To do: The line containing "Road topology of" marks the end, so write out exactly every line from the top of the entries below through that one.

Material for this task:
______________________________
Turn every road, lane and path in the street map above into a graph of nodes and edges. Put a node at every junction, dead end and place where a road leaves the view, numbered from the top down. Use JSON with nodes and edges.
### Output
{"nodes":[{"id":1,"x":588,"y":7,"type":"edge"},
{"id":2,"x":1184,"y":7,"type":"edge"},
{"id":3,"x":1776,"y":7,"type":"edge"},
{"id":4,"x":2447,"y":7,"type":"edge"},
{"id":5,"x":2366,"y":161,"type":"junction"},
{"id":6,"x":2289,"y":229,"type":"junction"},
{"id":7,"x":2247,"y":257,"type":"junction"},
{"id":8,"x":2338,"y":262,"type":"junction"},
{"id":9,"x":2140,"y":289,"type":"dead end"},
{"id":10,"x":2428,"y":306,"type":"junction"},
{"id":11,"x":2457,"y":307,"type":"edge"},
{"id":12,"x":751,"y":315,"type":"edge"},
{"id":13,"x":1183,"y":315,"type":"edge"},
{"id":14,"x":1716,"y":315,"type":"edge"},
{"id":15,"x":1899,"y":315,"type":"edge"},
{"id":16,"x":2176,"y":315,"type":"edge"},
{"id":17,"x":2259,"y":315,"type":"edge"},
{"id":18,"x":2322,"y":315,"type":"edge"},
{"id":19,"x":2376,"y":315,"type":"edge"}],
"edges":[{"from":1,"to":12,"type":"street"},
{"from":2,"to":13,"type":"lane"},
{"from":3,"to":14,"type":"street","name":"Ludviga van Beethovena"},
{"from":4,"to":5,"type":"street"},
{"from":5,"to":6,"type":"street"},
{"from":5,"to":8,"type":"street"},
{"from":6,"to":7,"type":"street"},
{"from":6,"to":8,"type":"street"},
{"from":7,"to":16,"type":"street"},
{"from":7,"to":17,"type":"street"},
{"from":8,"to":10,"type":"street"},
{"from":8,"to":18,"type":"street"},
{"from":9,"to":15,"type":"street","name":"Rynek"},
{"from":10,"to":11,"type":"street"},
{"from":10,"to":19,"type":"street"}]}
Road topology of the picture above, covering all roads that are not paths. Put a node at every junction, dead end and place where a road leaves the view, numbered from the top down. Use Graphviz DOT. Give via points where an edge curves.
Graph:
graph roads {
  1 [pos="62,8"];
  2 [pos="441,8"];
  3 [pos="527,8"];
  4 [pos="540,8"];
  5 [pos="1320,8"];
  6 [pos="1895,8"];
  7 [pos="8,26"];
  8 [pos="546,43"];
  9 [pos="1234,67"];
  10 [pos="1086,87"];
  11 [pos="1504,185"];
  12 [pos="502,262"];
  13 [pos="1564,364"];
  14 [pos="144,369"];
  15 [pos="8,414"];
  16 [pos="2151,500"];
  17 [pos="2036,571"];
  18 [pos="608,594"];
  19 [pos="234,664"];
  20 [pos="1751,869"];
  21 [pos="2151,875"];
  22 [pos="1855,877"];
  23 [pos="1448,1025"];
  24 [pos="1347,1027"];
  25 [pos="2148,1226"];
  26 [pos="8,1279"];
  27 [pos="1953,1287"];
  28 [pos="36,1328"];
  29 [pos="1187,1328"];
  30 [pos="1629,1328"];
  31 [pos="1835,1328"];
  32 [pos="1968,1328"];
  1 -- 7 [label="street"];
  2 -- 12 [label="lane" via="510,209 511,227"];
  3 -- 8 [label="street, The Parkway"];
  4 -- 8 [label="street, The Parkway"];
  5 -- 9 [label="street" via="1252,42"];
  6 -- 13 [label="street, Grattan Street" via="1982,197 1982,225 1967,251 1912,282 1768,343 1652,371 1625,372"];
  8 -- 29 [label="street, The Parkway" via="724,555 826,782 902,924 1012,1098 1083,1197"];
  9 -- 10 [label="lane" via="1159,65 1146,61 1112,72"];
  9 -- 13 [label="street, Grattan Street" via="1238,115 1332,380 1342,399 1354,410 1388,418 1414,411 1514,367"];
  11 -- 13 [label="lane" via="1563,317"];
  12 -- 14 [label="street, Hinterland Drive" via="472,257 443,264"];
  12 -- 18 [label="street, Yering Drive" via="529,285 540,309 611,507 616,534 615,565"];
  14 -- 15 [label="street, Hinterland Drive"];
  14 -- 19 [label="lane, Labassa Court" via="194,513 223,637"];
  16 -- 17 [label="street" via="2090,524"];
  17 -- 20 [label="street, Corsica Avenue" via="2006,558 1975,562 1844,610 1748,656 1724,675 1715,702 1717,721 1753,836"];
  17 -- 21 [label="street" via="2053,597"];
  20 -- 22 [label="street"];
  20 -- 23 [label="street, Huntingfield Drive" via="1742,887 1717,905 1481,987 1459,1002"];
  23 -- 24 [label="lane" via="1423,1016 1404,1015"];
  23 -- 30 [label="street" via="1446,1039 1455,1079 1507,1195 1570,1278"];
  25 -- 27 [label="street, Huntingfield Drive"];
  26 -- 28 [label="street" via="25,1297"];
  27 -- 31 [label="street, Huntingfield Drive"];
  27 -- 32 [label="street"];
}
______________________________
Answer area:
Turn every road, lane and path in the street map above into a graph of nodes and edges. Put a node at every junction, dead end and place where a road leaves the view, numbered from the top down. Use JSON with nodes and edges.
### Output
{"nodes":[{"id":1,"x":588,"y":7,"type":"edge"},
{"id":2,"x":1184,"y":7,"type":"edge"},
{"id":3,"x":1776,"y":7,"type":"edge"},
{"id":4,"x":2447,"y":7,"type":"edge"},
{"id":5,"x":2366,"y":161,"type":"junction"},
{"id":6,"x":2289,"y":229,"type":"junction"},
{"id":7,"x":2247,"y":257,"type":"junction"},
{"id":8,"x":2338,"y":262,"type":"junction"},
{"id":9,"x":2140,"y":289,"type":"dead end"},
{"id":10,"x":2428,"y":306,"type":"junction"},
{"id":11,"x":2457,"y":307,"type":"edge"},
{"id":12,"x":751,"y":315,"type":"edge"},
{"id":13,"x":1183,"y":315,"type":"edge"},
{"id":14,"x":1716,"y":315,"type":"edge"},
{"id":15,"x":1899,"y":315,"type":"edge"},
{"id":16,"x":2176,"y":315,"type":"edge"},
{"id":17,"x":2259,"y":315,"type":"edge"},
{"id":18,"x":2322,"y":315,"type":"edge"},
{"id":19,"x":2376,"y":315,"type":"edge"}],
"edges":[{"from":1,"to":12,"type":"street"},
{"from":2,"to":13,"type":"lane"},
{"from":3,"to":14,"type":"street","name":"Ludviga van Beethovena"},
{"from":4,"to":5,"type":"street"},
{"from":5,"to":6,"type":"street"},
{"from":5,"to":8,"type":"street"},
{"from":6,"to":7,"type":"street"},
{"from":6,"to":8,"type":"street"},
{"from":7,"to":16,"type":"street"},
{"from":7,"to":17,"type":"street"},
{"from":8,"to":10,"type":"street"},
{"from":8,"to":18,"type":"street"},
{"from":9,"to":15,"type":"street","name":"Rynek"},
{"from":10,"to":11,"type":"street"},
{"from":10,"to":19,"type":"street"}]}
Road topology of the picture above, covering all roads that are not paths. Put a node at every junction, dead end and place where a road leaves the view, numbered from the top down. Use Graphviz DOT. Give via points where an edge curves.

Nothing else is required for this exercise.